**THE RECORDS**
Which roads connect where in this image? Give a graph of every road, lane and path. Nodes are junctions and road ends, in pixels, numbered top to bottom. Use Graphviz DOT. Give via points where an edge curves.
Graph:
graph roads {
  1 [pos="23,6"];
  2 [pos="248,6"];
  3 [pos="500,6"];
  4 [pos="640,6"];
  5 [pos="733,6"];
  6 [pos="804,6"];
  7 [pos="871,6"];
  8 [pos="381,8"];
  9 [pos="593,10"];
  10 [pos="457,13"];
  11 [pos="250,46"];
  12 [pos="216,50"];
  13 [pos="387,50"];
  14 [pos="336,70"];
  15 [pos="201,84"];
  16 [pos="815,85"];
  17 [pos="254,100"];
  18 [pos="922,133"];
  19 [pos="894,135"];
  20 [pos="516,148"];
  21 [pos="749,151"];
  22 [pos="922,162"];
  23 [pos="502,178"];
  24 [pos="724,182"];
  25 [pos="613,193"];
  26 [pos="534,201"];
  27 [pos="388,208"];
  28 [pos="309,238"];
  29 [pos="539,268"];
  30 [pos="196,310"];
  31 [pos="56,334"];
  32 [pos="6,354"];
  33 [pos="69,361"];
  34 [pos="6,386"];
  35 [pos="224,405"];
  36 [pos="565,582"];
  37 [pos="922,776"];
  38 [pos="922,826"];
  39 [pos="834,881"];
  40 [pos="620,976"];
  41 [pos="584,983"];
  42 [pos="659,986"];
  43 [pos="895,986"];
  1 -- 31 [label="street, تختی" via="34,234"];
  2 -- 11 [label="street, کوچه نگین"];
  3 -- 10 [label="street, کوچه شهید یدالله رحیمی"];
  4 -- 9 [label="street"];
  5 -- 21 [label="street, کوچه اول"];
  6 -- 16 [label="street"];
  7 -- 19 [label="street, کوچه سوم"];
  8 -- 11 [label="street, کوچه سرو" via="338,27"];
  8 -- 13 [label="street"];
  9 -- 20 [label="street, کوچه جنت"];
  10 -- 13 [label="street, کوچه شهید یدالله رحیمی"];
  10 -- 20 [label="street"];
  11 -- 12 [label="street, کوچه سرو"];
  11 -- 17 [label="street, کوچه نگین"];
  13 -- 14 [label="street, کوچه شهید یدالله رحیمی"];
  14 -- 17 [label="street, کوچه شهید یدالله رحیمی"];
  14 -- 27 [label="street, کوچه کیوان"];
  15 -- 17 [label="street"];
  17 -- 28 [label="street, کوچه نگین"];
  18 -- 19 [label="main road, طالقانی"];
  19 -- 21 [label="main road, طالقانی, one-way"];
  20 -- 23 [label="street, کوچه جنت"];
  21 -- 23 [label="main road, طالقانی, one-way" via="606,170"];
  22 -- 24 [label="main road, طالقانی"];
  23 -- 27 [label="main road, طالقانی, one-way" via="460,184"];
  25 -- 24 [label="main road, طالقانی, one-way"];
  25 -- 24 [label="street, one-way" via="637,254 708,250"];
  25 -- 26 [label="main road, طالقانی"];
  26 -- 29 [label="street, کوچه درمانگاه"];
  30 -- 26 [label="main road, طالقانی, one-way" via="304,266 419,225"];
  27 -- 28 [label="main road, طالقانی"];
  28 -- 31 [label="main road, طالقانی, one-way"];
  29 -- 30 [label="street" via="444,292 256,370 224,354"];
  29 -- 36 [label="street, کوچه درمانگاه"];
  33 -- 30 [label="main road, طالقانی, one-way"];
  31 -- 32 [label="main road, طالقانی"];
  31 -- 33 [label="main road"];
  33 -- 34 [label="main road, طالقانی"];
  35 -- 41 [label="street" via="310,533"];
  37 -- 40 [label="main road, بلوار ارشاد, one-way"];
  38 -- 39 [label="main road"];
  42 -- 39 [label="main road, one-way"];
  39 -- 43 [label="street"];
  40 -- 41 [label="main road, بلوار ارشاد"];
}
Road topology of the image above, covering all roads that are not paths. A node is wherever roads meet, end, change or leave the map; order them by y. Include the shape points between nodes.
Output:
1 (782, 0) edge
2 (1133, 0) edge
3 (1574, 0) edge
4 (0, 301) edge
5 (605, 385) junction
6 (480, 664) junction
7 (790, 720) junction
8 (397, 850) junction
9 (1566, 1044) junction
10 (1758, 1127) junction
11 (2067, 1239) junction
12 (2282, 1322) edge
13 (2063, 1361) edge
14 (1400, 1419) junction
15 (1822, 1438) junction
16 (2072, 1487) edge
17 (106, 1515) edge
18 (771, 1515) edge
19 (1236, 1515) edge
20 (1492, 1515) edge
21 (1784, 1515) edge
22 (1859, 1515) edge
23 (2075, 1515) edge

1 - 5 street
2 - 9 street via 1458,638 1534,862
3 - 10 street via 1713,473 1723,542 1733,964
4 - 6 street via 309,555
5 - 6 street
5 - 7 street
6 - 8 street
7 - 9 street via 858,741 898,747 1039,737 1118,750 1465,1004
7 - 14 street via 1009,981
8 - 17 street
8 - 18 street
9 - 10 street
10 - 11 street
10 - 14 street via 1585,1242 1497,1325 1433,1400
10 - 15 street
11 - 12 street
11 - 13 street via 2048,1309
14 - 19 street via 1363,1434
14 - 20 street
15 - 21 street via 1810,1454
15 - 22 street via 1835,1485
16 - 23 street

**PROBLEM TO SOLVE**
Scan the listing above. Gather each line that contains the word "شهید".

**TASK RESPONSE**
  3 -- 10 [label="street, کوچه شهید یدالله رحیمی"];
  10 -- 13 [label="street, کوچه شهید یدالله رحیمی"];
  13 -- 14 [label="street, کوچه شهید یدالله رحیمی"];
  14 -- 17 [label="street, کوچه شهید یدالله رحیمی"];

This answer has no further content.